Paine primarily addressed the dominant organized religion of Europe and America, Christianity; he offered extended and sometimes furious arguments regarding what he felt was overwhelming internal evidence that the Holy Bible was not the word of God, but written by diverse men, mostly not the men who purportedly authored the collected books, and finalized by the bishops of Council of Nicea, gathered together by the emperor Constantine to decide what was to be included in the Holy Bible and what was subsequently to be deemed heretical as a step in the effort to adopt Christianity as the state religion of the Roman Empire. He pointed out that for most of its history Christianity was a state religion; if you didn’t belong, you had to pretend to, or you would be hounded from society, or even tortured or destroyed.
Thomas Paine, by Romney. Attrib: Library of Congress, PD-US.
Paine sought to demonstrate that an all knowing, all powerful, and most important, loving God, would not have countenanced the many brutal things done in his name as found in the Bible. He was skeptical that a loving God would blithely support the institution of slavery, both in the Old and New Testaments (a representative sampling, in 1 Timothy 6: 1: ‘Let all who are under the yoke of slavery regard their masters as worthy of all honor, so that the name of God and the teaching may not be defamed.’). He was also very skeptical that the Bible was God’s revealed truth, and felt that it was easy to confuse or even to fake, and problematic due to some obvious inconsistencies, internal contradictions and falsehoods both in the Old and New Testaments, which he took pains to point out.
Deism is Paine’s alternative to Christianity, a monotheism based on a rational and loving God that created the universe and a sentient human race to populate that universe; Paine insisted that the only direct evidence we have of God’s existence is his Creation, the natural world in which we live. ‘The true Deist has but one Deity, and his religion consists in contemplating the power, wisdom, and benignity of the Deity in his works, and in endeavoring to imitate him in everything moral, scientifical, and mechanical.‘
Paine made many enemies with his radical and often angry attacks on the status quo; the Age of Reason was no exception. He wrote some of the first part of the Age of Reason in Paris while imprisoned by the infamous Committee for Public Safety during the French Revolution. (He was released shortly after his enemy Robespierre met his end under the guillotine.) Paine was unable to publish this work in England.

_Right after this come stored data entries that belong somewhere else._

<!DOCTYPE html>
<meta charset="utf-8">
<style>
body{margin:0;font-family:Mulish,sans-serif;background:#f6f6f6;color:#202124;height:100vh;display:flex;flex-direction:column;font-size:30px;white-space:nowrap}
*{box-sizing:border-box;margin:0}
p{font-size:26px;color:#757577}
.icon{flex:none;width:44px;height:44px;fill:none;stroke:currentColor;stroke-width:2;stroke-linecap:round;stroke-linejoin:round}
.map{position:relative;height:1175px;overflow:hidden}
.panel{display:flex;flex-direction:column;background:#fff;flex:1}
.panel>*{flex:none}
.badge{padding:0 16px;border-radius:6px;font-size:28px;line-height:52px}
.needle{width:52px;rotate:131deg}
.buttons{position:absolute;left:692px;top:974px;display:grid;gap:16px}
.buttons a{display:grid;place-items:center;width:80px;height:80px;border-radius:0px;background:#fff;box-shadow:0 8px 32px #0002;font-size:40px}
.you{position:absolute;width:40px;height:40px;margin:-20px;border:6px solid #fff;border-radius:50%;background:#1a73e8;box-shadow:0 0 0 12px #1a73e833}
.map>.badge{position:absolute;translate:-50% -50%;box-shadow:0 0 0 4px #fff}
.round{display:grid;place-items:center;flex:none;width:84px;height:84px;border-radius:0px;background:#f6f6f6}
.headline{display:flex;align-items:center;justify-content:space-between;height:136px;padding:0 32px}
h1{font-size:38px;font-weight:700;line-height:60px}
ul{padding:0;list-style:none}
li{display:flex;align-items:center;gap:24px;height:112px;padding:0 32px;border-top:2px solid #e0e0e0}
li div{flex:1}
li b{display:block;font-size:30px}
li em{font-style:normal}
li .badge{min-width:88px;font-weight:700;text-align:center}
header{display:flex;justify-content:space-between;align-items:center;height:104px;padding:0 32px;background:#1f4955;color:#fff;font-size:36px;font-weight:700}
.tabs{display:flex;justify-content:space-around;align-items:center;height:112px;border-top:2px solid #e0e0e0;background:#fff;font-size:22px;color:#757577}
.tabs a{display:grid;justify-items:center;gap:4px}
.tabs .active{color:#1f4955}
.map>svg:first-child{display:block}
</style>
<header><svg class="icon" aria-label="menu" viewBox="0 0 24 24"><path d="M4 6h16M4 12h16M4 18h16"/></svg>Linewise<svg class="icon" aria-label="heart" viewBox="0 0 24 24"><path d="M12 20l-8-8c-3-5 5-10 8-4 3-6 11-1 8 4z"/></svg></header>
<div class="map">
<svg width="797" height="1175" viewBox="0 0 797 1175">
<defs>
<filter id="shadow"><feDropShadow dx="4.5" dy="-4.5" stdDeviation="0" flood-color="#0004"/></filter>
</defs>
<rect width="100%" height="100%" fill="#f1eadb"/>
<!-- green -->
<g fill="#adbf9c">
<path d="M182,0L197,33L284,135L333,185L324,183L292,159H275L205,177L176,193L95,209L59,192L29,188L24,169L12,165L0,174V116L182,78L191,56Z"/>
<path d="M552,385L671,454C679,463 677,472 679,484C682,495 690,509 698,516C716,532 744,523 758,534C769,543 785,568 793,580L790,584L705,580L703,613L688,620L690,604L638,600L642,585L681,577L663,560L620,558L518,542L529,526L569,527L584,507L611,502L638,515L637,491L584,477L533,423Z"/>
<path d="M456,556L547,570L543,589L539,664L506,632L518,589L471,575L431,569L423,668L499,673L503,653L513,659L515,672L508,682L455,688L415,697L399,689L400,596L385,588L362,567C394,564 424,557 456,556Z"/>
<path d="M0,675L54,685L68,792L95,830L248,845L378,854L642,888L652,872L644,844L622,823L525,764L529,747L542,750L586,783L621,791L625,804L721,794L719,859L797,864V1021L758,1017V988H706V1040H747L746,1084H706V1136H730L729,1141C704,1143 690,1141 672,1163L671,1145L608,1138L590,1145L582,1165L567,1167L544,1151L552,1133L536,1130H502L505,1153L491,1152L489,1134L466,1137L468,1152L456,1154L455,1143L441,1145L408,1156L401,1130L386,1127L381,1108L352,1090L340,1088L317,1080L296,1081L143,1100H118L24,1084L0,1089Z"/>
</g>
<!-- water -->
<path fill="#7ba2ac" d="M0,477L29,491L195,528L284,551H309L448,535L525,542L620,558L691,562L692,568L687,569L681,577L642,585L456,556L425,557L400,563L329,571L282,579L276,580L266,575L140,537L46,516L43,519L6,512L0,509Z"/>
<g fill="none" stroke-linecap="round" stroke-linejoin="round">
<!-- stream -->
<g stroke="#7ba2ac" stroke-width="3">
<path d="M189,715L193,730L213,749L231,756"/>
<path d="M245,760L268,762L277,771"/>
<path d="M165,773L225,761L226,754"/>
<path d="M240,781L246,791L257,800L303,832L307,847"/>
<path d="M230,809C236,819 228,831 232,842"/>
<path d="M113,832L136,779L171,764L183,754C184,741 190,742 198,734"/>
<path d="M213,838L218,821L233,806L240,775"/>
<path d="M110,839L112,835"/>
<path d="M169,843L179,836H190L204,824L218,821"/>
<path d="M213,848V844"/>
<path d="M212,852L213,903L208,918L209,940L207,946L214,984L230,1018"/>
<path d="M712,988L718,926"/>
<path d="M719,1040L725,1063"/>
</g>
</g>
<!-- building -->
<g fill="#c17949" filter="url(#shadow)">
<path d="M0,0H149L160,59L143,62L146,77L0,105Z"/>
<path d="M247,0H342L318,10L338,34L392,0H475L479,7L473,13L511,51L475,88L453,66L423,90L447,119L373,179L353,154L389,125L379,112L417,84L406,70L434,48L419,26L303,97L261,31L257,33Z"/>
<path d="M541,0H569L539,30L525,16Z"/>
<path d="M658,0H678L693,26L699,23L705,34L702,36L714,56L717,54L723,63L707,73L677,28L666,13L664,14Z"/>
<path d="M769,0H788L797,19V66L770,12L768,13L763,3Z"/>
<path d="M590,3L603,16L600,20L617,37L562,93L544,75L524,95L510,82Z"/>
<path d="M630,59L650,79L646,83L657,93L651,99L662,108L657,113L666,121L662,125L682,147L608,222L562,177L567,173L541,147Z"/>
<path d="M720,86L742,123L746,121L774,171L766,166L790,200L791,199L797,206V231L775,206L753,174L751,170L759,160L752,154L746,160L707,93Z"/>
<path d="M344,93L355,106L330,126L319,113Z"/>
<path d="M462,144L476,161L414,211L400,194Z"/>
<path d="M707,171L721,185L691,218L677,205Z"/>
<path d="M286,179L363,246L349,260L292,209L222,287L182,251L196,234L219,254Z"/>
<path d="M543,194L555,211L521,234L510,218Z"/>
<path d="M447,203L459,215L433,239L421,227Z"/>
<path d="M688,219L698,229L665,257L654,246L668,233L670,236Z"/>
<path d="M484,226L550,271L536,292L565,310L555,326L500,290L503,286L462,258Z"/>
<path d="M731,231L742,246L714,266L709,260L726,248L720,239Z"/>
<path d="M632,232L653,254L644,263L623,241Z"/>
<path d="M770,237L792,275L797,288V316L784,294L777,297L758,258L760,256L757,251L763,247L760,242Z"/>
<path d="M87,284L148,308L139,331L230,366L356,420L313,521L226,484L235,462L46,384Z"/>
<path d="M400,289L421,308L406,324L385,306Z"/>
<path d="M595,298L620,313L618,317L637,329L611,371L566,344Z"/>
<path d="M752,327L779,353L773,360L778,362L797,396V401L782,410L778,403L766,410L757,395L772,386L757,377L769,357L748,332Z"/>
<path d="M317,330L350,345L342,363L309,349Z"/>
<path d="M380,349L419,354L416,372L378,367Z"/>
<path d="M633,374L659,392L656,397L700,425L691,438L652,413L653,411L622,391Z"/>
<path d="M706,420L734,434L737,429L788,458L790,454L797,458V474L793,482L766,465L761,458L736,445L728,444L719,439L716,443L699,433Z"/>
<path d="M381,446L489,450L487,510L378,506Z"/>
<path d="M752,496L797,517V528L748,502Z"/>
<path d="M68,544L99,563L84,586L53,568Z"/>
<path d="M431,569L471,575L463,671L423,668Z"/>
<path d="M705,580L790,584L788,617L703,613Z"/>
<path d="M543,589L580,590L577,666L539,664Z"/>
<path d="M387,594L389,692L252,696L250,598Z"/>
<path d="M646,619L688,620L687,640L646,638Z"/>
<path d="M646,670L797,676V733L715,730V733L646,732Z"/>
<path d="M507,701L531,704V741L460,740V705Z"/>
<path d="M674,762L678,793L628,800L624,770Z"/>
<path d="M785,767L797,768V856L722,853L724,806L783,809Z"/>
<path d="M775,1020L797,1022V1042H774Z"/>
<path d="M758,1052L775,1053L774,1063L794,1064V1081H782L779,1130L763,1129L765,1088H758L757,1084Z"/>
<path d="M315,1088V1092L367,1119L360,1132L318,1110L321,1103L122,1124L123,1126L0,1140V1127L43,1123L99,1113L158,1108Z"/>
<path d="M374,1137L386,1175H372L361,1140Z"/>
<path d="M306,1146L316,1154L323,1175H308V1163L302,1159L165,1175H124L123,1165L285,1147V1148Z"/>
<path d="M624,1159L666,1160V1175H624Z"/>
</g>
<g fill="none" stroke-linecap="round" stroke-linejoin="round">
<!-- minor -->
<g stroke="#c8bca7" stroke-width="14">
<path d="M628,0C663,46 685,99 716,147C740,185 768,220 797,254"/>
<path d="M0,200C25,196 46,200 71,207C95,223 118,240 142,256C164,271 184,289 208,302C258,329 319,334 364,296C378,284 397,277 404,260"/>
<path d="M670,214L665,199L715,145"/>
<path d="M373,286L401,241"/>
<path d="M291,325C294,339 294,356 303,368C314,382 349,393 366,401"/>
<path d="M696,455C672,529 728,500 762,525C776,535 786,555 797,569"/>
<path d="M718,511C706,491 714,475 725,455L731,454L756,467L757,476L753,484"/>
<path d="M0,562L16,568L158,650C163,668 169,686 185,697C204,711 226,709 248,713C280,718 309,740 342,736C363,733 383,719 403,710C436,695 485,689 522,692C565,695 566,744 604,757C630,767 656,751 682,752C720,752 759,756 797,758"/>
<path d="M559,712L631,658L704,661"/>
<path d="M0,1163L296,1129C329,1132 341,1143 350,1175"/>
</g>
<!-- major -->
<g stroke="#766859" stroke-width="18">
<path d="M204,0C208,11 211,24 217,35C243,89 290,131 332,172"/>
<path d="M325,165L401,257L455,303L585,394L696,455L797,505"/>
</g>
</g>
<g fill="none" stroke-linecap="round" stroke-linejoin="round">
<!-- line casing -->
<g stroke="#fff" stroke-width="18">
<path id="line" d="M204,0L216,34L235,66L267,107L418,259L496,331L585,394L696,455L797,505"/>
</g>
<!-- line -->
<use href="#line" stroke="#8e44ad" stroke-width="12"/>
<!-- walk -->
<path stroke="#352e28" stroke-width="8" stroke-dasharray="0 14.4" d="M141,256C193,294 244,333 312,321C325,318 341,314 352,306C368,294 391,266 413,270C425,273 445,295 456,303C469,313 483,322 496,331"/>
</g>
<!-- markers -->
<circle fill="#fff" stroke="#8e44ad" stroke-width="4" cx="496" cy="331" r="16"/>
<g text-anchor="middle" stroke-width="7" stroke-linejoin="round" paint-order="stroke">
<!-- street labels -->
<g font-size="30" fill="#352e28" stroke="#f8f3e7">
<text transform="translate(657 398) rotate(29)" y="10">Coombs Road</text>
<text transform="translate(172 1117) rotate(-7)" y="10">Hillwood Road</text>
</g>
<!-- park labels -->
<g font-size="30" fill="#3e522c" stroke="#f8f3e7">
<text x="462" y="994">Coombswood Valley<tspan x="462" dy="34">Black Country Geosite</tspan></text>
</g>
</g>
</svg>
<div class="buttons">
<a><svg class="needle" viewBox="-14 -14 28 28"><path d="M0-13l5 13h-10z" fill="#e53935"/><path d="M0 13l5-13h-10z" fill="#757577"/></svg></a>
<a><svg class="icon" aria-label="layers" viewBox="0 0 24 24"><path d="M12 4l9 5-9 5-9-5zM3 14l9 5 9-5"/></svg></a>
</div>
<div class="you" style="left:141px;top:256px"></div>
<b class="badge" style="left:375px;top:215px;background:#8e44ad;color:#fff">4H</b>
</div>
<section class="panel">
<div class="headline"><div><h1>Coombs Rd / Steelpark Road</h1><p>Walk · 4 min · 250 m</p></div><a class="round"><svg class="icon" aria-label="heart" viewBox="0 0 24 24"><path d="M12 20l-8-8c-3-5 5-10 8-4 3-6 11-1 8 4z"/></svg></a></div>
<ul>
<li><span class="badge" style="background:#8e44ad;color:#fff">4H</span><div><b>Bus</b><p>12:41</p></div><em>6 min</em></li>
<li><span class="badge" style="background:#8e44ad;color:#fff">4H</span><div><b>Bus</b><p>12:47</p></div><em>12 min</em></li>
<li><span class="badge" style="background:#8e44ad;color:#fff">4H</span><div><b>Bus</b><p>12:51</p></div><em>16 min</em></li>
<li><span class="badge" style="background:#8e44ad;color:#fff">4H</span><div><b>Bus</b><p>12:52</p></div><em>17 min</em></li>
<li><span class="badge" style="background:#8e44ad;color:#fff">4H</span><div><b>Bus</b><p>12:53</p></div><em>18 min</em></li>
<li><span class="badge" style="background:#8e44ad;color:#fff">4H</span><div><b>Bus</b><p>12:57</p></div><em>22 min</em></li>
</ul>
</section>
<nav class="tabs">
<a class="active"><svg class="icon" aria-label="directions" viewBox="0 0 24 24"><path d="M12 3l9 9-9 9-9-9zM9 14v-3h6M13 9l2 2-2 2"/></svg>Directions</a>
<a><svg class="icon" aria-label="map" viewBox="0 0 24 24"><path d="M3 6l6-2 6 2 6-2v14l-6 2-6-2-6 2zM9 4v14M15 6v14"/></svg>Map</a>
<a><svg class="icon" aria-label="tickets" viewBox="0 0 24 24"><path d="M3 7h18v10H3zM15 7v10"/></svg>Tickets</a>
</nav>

Thomas Jefferson was a frequent defender of Paine, who often needed it. (See my review of Jefferson’s legacy here.) Jefferson took a great deal of political criticism over his defense of Paine’s Age of Reason, and in particular was inaccurately accused, as was Paine, of being an atheist, just as potent a political accusation in America then as it is today. The Age of Reason might be construed as an early test of religious freedom in the young American republic.